Thursday, February 23, 2012

Herring-hog and helegug


Regular readers might remember previous posts about snouts, esp. this one. (Quick summary is that a porpoise is a pork-fish.) Today, while trying to establish the age of the term "puffer fish" on OED, I learned some more hoggish synonyms for "the common porpoise":
1. Puffer (3c.) Quot. from 1911: Porpoise (Phocæna communis).—A cetacean found on the north Atlantic and north Pacific coasts, ascending rivers. It is known as ‘harbor porpoise’, ‘herring-hog’, ‘puffer’, [etc.].

2. Puffing pig. chiefly US. Quot. from 2004: Harbour porpoises are sometimes called the puffing pig as the creatures can be heard making puffing noises from the shoreline as they take a breath on the surface.

3. Puff-pig. Newfoundland, obs. the common porpoise. Quot. from 1861: At the mention of the puff-pig, the local name for the common porpoise, we indulged ourselves in a childish laugh.

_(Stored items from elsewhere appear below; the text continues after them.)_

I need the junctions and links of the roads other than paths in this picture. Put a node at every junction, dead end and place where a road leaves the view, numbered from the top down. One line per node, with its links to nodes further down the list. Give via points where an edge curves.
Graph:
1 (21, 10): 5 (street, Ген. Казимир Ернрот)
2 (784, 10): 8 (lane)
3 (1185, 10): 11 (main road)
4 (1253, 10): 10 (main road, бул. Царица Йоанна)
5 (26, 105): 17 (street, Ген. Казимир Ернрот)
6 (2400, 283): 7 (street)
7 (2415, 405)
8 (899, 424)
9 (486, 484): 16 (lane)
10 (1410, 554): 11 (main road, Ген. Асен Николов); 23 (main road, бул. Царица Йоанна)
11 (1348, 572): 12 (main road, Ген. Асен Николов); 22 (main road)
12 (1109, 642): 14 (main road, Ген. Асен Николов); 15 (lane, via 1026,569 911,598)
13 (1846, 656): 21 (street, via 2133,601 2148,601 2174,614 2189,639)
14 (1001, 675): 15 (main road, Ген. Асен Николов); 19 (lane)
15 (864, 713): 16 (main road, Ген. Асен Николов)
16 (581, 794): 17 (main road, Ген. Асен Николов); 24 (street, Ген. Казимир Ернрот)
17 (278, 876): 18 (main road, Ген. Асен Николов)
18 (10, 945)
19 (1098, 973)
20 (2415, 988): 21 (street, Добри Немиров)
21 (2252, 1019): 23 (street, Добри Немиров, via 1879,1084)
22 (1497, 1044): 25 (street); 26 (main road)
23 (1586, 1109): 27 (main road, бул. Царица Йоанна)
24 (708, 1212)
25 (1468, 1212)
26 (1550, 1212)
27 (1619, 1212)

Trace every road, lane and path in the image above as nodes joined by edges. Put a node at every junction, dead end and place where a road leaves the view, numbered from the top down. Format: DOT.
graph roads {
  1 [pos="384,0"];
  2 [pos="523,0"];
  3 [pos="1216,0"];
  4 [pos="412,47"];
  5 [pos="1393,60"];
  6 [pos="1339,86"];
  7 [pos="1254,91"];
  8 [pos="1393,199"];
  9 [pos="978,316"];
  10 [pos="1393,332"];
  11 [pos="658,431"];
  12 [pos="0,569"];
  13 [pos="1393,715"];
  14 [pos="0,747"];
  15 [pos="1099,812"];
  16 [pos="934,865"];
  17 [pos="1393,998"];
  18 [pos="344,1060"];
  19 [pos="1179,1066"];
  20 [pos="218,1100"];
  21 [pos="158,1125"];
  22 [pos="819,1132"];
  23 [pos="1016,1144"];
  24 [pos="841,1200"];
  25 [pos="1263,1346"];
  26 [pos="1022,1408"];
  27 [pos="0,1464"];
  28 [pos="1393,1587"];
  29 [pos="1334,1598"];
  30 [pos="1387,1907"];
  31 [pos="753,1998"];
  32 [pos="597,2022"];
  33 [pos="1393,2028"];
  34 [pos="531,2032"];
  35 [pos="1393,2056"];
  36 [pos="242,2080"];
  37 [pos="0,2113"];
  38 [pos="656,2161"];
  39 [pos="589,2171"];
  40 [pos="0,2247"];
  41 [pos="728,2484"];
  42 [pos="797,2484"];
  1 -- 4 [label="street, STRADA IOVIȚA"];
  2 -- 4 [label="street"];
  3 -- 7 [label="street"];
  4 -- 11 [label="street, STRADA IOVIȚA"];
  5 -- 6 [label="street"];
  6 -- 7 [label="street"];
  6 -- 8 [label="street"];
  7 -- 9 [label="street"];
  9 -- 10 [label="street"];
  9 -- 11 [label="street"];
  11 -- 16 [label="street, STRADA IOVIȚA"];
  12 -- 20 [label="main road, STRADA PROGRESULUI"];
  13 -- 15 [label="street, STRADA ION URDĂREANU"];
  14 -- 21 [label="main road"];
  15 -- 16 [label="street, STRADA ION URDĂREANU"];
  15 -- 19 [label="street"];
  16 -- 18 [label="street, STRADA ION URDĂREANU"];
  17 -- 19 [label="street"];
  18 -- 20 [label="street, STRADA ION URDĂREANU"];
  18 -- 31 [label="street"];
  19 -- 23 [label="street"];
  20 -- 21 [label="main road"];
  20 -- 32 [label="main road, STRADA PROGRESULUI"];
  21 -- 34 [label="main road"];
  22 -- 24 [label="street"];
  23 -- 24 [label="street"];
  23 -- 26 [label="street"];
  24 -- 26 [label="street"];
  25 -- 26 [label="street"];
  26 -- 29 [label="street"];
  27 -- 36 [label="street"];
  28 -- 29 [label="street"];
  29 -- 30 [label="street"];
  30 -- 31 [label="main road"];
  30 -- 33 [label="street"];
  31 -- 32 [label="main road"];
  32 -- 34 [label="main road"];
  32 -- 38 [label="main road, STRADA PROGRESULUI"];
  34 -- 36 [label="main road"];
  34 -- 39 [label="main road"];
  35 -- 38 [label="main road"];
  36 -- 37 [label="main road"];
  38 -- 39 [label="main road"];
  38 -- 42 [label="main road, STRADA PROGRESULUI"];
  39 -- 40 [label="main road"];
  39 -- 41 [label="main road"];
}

There is also a puff-shark:
puff-shark. now rare, the swell shark, Cephaloscyllium ventriosum. Quot. from SciAm, 1902: The curious puff shark uttered a deep grunt when it was taken from the water.

Also discovered, as part of this excursion, some obsolete synonyms for puffin:
(1678) The Bird called Coulterneb at the Farn Islands, Puffin in North-Wales, in South-Wales Gulden-head, Bottle-nose, and Helegug, at Scarburgh Mullet, in Cornwal Pope.